Another counter-force, though, is that small businesses (and the smarter large ones) are VERY nervous about the fragility of complex systems that don’t have simple human fallback mechanisms. JIT inventory means downtime if a supplier misses a delivery, and hyperdense storage means a LOT more human effort (or downtime if we haven’t prepared for it and have the humans on-call) when the internet’s out or a staff member broke the robot’s arm trying to teach it to dance or whatnot.
I think $5k is still high. Fundamentally these things aren’t any more complex than a Roomba, and those sell for $100-$1000. If you want to add a cheap robot arm to it, maybe double the price.
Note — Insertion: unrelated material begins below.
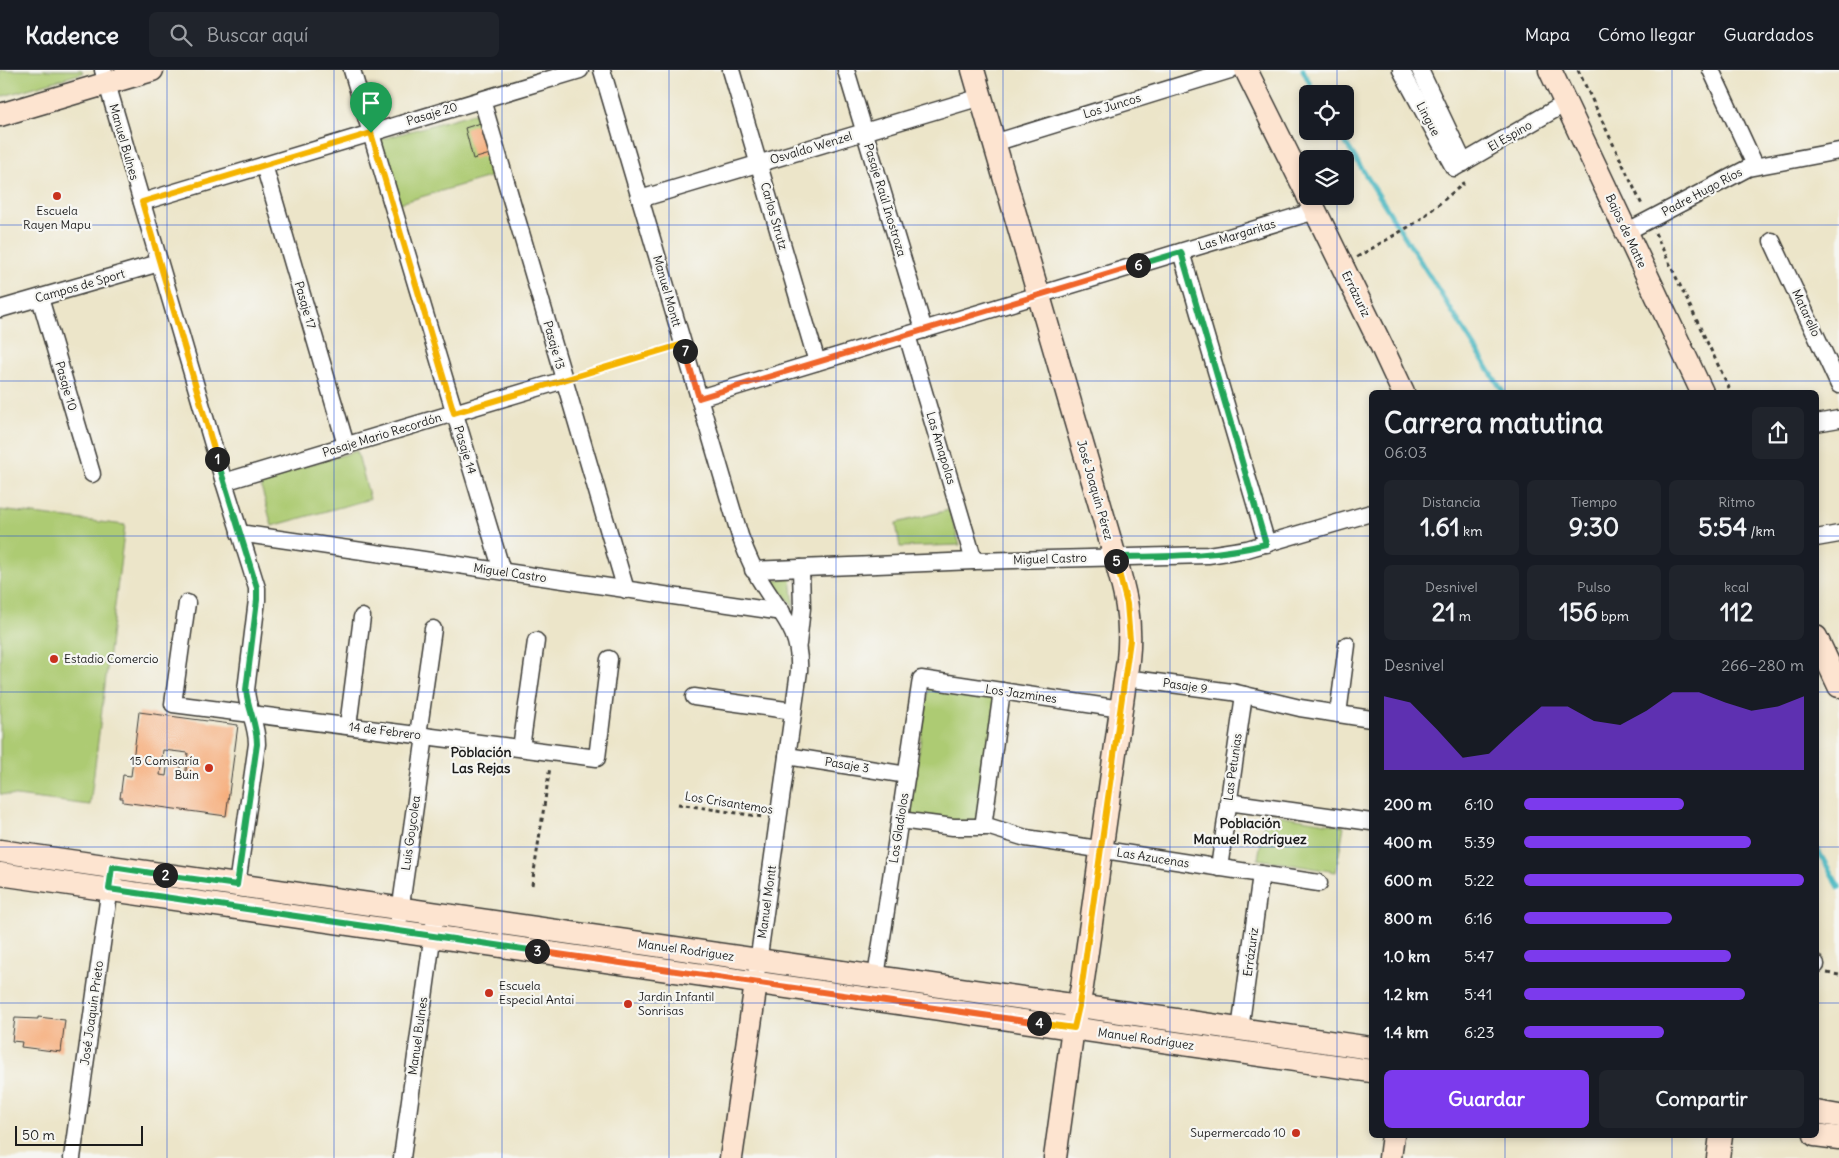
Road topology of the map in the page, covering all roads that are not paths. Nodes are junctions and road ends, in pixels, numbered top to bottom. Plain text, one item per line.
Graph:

”But those don’t have the accuracy and reliability required for a commercial environment”
Yeah, AI fixes this.
A Kiva robot can lift and carry >1000 lbs. Your Roomba can’t.
That arm doesn’t have the strength or reach for useful commercial applications. It uses cheap planetary gears that don’t have enough angular precision for most robotic arm applications and aren’t specified for a long lifetime.